• _Data for processing_
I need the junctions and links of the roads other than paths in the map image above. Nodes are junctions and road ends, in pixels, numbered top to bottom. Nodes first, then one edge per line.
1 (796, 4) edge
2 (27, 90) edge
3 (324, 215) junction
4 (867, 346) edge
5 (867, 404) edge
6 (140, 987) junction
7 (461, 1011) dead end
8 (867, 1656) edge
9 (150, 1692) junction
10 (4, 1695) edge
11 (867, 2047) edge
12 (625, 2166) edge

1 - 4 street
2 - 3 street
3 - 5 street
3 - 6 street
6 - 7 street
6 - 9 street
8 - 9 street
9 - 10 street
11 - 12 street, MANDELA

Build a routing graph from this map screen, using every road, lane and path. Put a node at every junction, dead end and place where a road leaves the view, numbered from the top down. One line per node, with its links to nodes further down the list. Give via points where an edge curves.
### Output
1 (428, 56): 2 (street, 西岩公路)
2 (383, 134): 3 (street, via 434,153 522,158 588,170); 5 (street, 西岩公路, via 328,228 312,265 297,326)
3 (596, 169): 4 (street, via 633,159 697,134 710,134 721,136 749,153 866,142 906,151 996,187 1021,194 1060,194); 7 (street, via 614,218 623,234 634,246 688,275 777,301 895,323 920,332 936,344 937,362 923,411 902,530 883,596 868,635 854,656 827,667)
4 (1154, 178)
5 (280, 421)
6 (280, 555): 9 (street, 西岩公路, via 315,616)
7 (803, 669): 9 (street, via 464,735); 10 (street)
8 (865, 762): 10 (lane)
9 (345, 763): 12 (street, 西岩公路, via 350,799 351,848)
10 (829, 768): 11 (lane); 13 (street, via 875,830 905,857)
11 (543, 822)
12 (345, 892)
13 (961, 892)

• _Task to complete_
Extract every line above exactly as it stands.

• _Reply_
I need the junctions and links of the roads other than paths in the map image above. Nodes are junctions and road ends, in pixels, numbered top to bottom. Nodes first, then one edge per line.
1 (796, 4) edge
2 (27, 90) edge
3 (324, 215) junction
4 (867, 346) edge
5 (867, 404) edge
6 (140, 987) junction
7 (461, 1011) dead end
8 (867, 1656) edge
9 (150, 1692) junction
10 (4, 1695) edge
11 (867, 2047) edge
12 (625, 2166) edge

1 - 4 street
2 - 3 street
3 - 5 street
3 - 6 street
6 - 7 street
6 - 9 street
8 - 9 street
9 - 10 street
11 - 12 street, MANDELA

Build a routing graph from this map screen, using every road, lane and path. Put a node at every junction, dead end and place where a road leaves the view, numbered from the top down. One line per node, with its links to nodes further down the list. Give via points where an edge curves.
### Output
1 (428, 56): 2 (street, 西岩公路)
2 (383, 134): 3 (street, via 434,153 522,158 588,170); 5 (street, 西岩公路, via 328,228 312,265 297,326)
3 (596, 169): 4 (street, via 633,159 697,134 710,134 721,136 749,153 866,142 906,151 996,187 1021,194 1060,194); 7 (street, via 614,218 623,234 634,246 688,275 777,301 895,323 920,332 936,344 937,362 923,411 902,530 883,596 868,635 854,656 827,667)
4 (1154, 178)
5 (280, 421)
6 (280, 555): 9 (street, 西岩公路, via 315,616)
7 (803, 669): 9 (street, via 464,735); 10 (street)
8 (865, 762): 10 (lane)
9 (345, 763): 12 (street, 西岩公路, via 350,799 351,848)
10 (829, 768): 11 (lane); 13 (street, via 875,830 905,857)
11 (543, 822)
12 (345, 892)
13 (961, 892)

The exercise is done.